Contrary to its progressive self-branding, the City of Cambridge supports Israeli ethnic cleansing, overfunds the policing of its Black and Brown residents, prioritizes the interests of university and business elites over the needs of its working class communities, and facilitates the mass displacement of longtime community members through gentrification.

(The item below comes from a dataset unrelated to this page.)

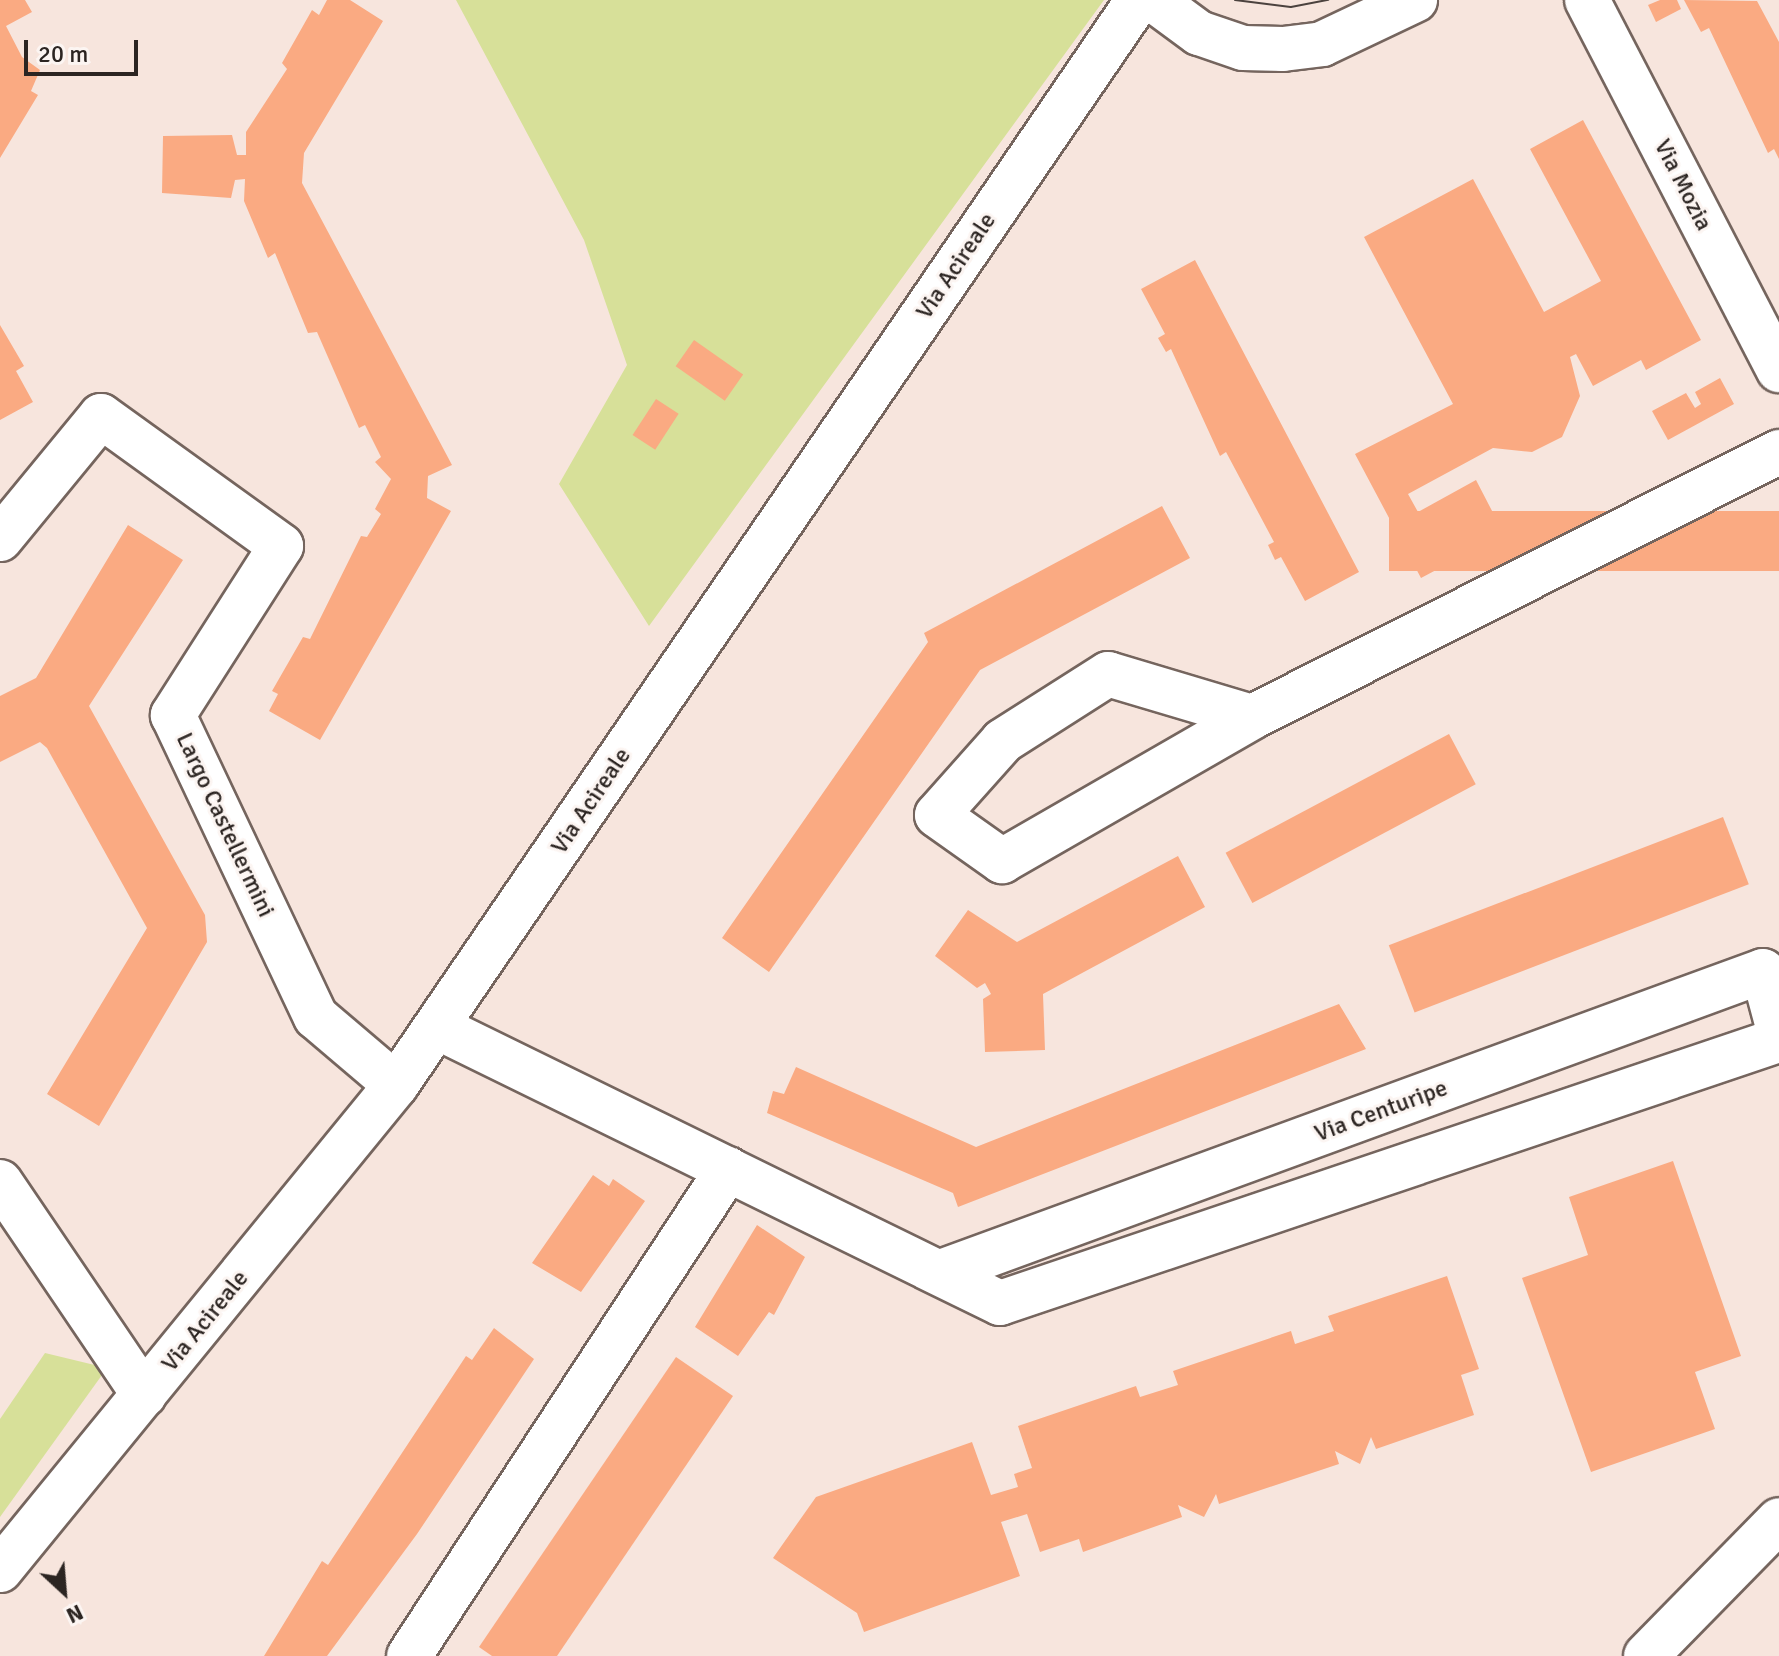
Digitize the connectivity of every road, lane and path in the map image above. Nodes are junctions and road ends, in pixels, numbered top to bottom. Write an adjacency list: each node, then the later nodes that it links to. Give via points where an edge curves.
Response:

Support for Israeli colonization

The City of Cambridge recently reaffirmed its longstanding commitment to Israel and Zionism by refusing to pass a 2021 BDS policy order which called upon the city to stop buying products from Hewlett Packard, a company which services the Israeli government, military, and prison system, and which has profited from ICE deportations and US prisons (see entry on Hewlett Packard Enterprise). As Lana Habash and Noah Cohen wrote following the hearings on the policy order in May 2021: 

the [Cambridge] City Council made its real position clear: it affirmed "Israel’s right to exist and to defend its citizens from attacks, such as those launched by Hamas." Especially revealing was the extensive effort of Councilors Patricia Nolan and Denise Simmons to shut down any attempt to actually name the relationship between the state of Israel and Palestinians---any mention of colonialism, apartheid, racism or any other form of oppression. According to these councilors, discussing these issues is 'divisive'---the standard complaint of all who defend a racist status-quo.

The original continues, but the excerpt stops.